Longer haul: 4 weeks on, 2 off, repeat 3 times, then a full month break.
Taper week 4 down to 50 mcg nightly.
Log everything in a sleep diary or app. Deep sleep below baseline after 2 weeks? Stretch the break.
Comparing DSIP to Other Sleep Aids
DSIP beats melatonin on delta waves, while melatonin handles onset better. Stack them.
Semax suits daytime focus. DSIP is for the night.
No pharma dependency here. Half-life's too short.
| Peptide | Half-Life | Primary Effect | Dose |
|---|---|---|---|
| DSIP | 15 min | Deep sleep | 100-250 mcg |
| Selank | 2 min | Anxiety drop | 200-400 mcg |
| Semax | 10 min | Focus/sleep | 200-600 mcg |
Lab Tracking Tips
Jot down dose time, sleep onset, wake-ups, quality on a 1-10 scale.

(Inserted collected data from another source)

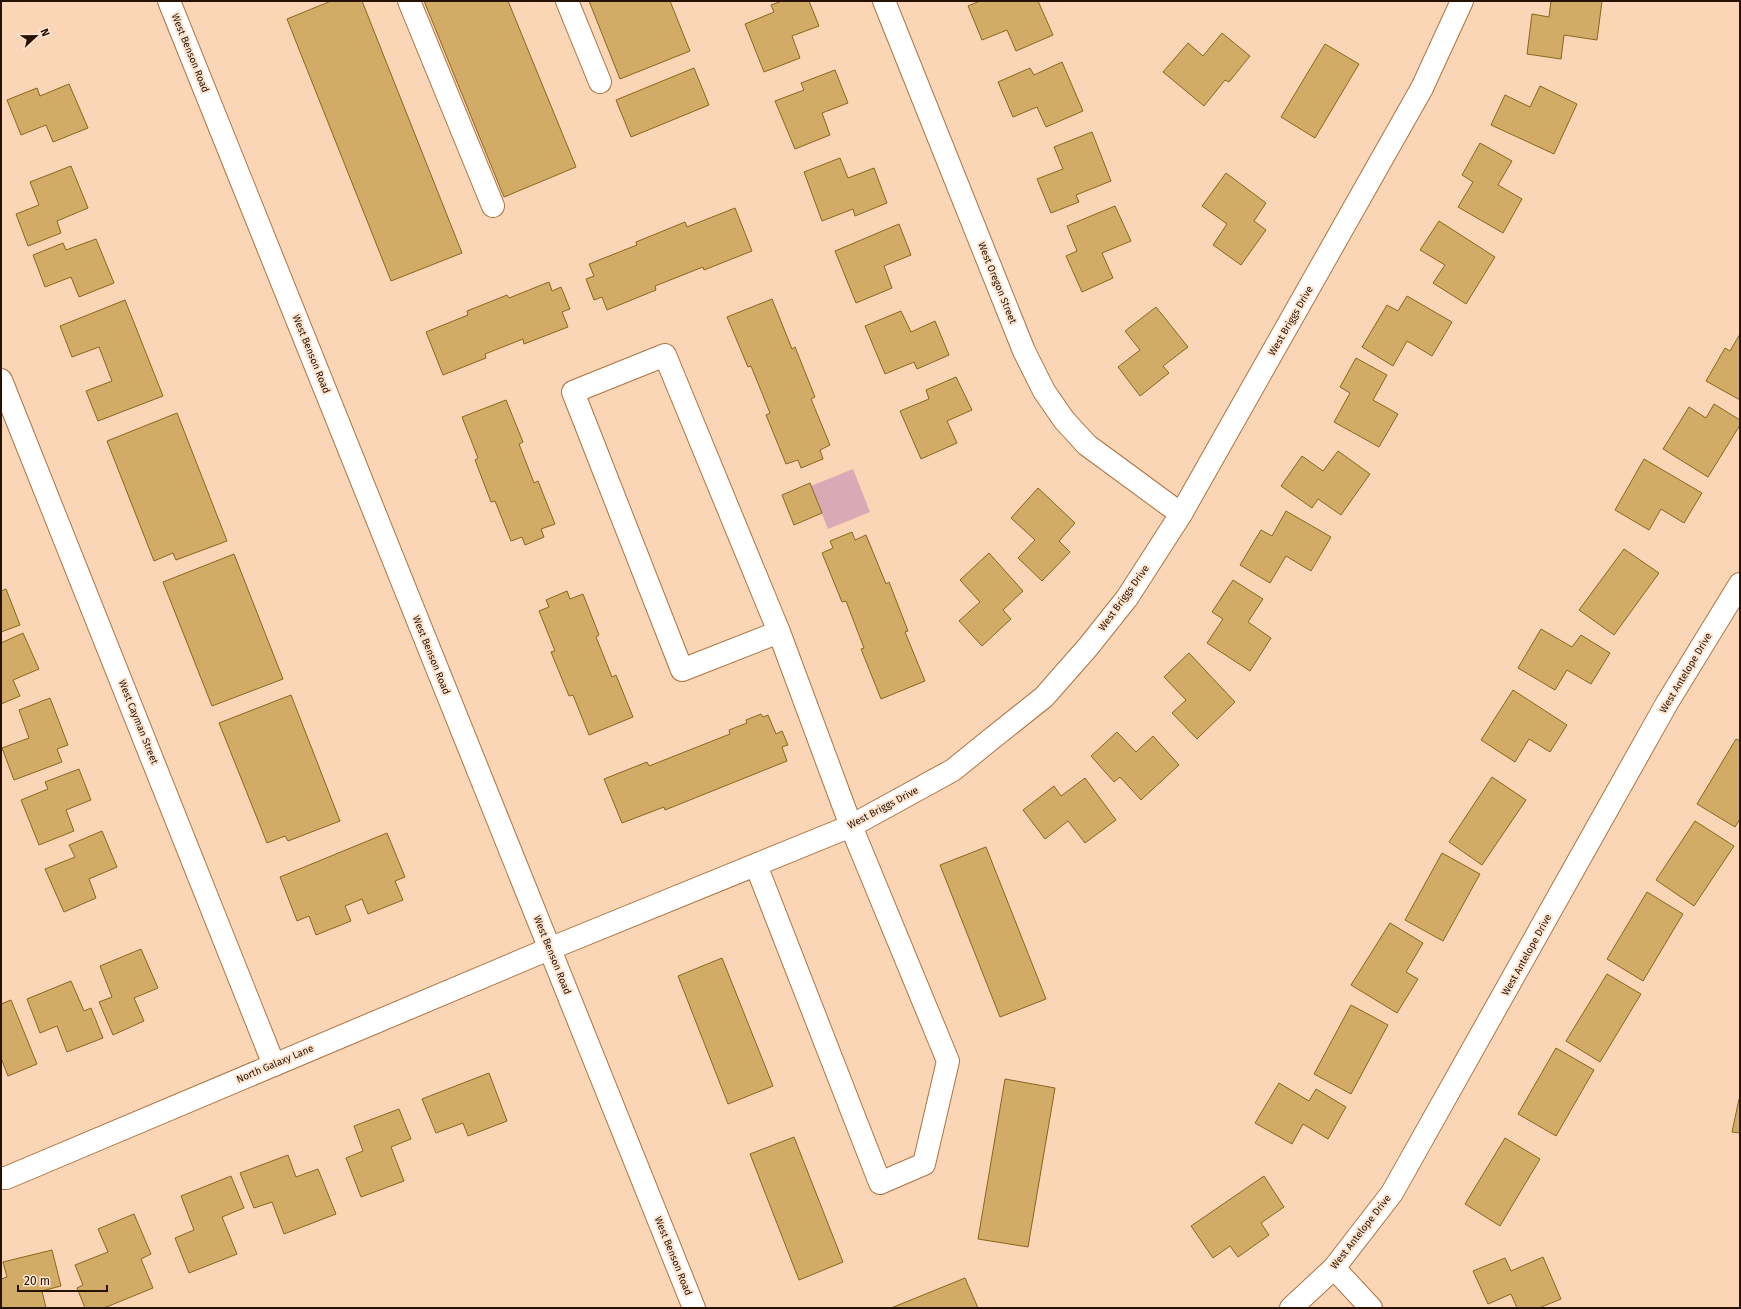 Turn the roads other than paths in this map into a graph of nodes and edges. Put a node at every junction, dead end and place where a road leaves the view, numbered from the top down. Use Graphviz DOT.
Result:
graph roads {
  1 [pos="169,1"];
  2 [pos="409,1"];
  3 [pos="567,1"];
  4 [pos="884,1"];
  5 [pos="1462,1"];
  6 [pos="600,82"];
  7 [pos="493,206"];
  8 [pos="1,380"];
  9 [pos="1181,514"];
  10 [pos="1740,584"];
  11 [pos="779,632"];
  12 [pos="851,826"];
  13 [pos="756,865"];
  14 [pos="549,949"];
  15 [pos="274,1065"];
  16 [pos="1,1178"];
  17 [pos="1334,1268"];
  18 [pos="694,1308"];
  19 [pos="1291,1308"];
  20 [pos="1371,1308"];
  1 -- 14 [label="street, West Benson Road"];
  2 -- 7 [label="street"];
  3 -- 6 [label="street"];
  4 -- 9 [label="street, West Oregon Street"];
  5 -- 9 [label="street, West Briggs Drive"];
  8 -- 15 [label="street, West Cayman Street"];
  9 -- 12 [label="street, West Briggs Drive"];
  10 -- 17 [label="street, West Antelope Drive"];
  11 -- 11 [label="street"];
  11 -- 12 [label="street"];
  12 -- 13 [label="street, West Briggs Drive"];
  12 -- 13 [label="street"];
  13 -- 14 [label="street, West Briggs Drive"];
  14 -- 15 [label="street, North Galaxy Lane"];
  14 -- 18 [label="street, West Benson Road"];
  15 -- 16 [label="street, North Galaxy Lane"];
  17 -- 19 [label="street, West Antelope Drive"];
  17 -- 20 [label="street"];
} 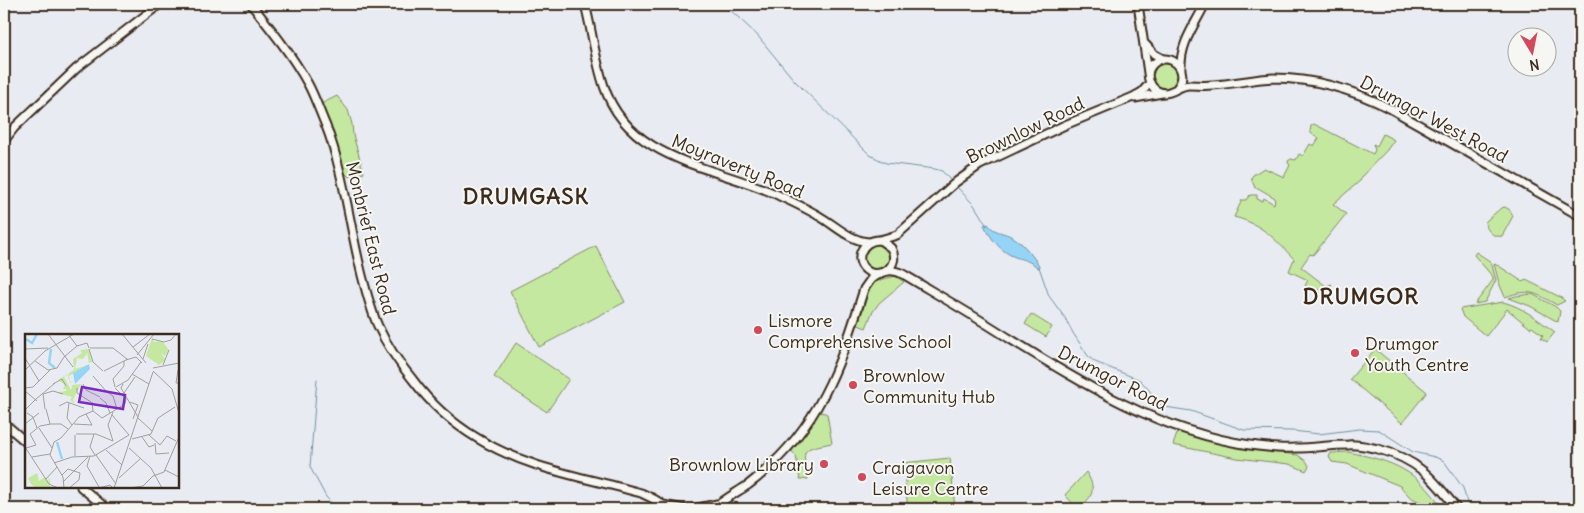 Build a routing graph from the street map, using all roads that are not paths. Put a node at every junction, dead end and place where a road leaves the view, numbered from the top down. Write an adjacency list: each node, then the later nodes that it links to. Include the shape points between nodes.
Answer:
1 (160, 4): 16 (street, via 76,68)
2 (251, 4): 31 (street, Monbrief East Road, via 308,84 335,157 370,306 386,344 421,391 477,439 520,460 641,492)
3 (585, 4): 18 (street, Moyraverty Road, via 604,87 629,127 670,156 772,192)
4 (1138, 4): 6 (street)
5 (1205, 4): 7 (street)
6 (1145, 42): 8 (street, via 1154,54); 10 (street)
7 (1184, 44): 8 (street); 9 (street)
8 (1166, 59): 9 (street, via 1176,63); 10 (street, via 1154,64)
9 (1181, 71): 12 (street, via 1197,84); 13 (street)
10 (1148, 73): 11 (street)
11 (1150, 83): 14 (street); 15 (street, Brownlow Road, via 1142,92)
12 (1204, 85): 13 (street, Drumgor West Road); 17 (street, Drumgor West Road, via 1297,79 1350,90 1390,109)
13 (1177, 88): 14 (street)
14 (1162, 92): 15 (street, Brownlow Road)
15 (1125, 100): 19 (street, Brownlow Road, via 980,165)
16 (4, 141)
17 (1580, 216)
18 (849, 235): 21 (street, Moyraverty Road); 23 (street)
19 (897, 235): 20 (street, Brownlow Road); 22 (street)
20 (880, 240): 21 (street); 22 (street, via 888,244)
21 (869, 242): 23 (street, via 862,249)
22 (893, 255): 24 (street, via 892,265); 25 (street, Drumgor Road)
23 (861, 262): 24 (street, via 868,272); 26 (street)
24 (883, 272): 25 (street, Drumgor Road); 26 (street, via 871,279)
25 (903, 274): 35 (street, Drumgor Road, via 1072,376 1144,414 1199,433 1250,445 1295,448 1362,445 1391,452 1425,472)
26 (864, 289): 30 (street, via 837,370 821,404 784,452 749,484)
27 (4, 423): 28 (street)
28 (25, 441)
29 (82, 488): 32 (street)
30 (720, 503): 33 (street); 34 (street)
31 (665, 507): 33 (street)
32 (107, 509)
33 (690, 509)
34 (713, 509)
35 (1457, 509)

Aim for over 7 hours total sleep, over 20 percent deep, 10 percent better HRV.
No improvement week 1? Bump 50 mcg. Too sedated? Cut 50 mcg.
Feed it into the DSIP calculator to spot trends.
Women-Specific Protocols
Dosing matches: Start at 100 mcg. Time it with your cycle, since a bit extra in the luteal phase helps PMS sleep.
Pregnancy? No data. Steer clear.
DSIP for Shift Workers
Dose 30 minutes before whenever you crash. 200 mcg tackles circadian mess.
Add 5 mg AOD-9604 if you're burning fat on weird shifts.
Scale doses by body weight, 1 to 3 mcg/kg as a base.
Disclaimer: DSIP lacks robust published human clinical and pharmacokinetic data. Most figures on this page are community-reported or anecdotal rather than established lab findings. Consult a doctor before any personal use. Not medical advice.
References
- Schoenenberger GA, Monnier M. Characterization of a delta-electroencephalogram (-sleep)-inducing peptide. Proc Natl Acad Sci U S A. 1977;74(3):1282-1286. PMID: 265572. — Original isolation and characterization of DSIP from rabbit cerebral venous blood.
- Schoenenberger GA, Maier PF, Tobler HJ, Wilson K, Monnier M. The delta EEG (sleep)-inducing peptide (DSIP). XI. Amino-acid analysis, sequence, synthesis and activity of the nonapeptide. Pflugers Arch. 1978;376(2):119-129. PMID: 568769. — Amino-acid sequence and synthesis of the DSIP nonapeptide.
- Graf MV, Kastin AJ. Delta-sleep-inducing peptide (DSIP): a review. Neurosci Biobehav Rev. 1984;8(1):83-93. PMID: 6145137. — Review of DSIP isolation, distribution, and sleep/extra-sleep effects.
- Iyer KS, Marks GA, Kastin AJ, McCann SM. Evidence for a role of delta sleep-inducing peptide in slow-wave sleep and sleep-related growth hormone release in the rat. Proc Natl Acad Sci U S A. 1988;85(10):3653-3656. PMID: 3368469. — Links endogenous DSIP to slow-wave sleep and GH release in rats.
- Kovalzon VM, Strekalova TV. Delta sleep-inducing peptide (DSIP): a still unresolved riddle. J Neurochem. 2006;97(2):303-309. PMID: 16539679. — Review noting DSIP's ~15-min plasma half-life and that the sleep-factor hypothesis is "extremely poorly documented and still weak."
- Kato N, Honda Y, Ebihara S, Naruse H, Takahashi Y. Development of an enzyme immunoassay for delta sleep-inducing peptide (DSIP) and its use in the determination of the metabolic clearance rate of DSIP administered to dogs. Neuroendocrinology. 1984;39(1):39-44. PMID: 6379493. — Measured a short (~4 min) in-vivo clearance half-life of DSIP in dogs.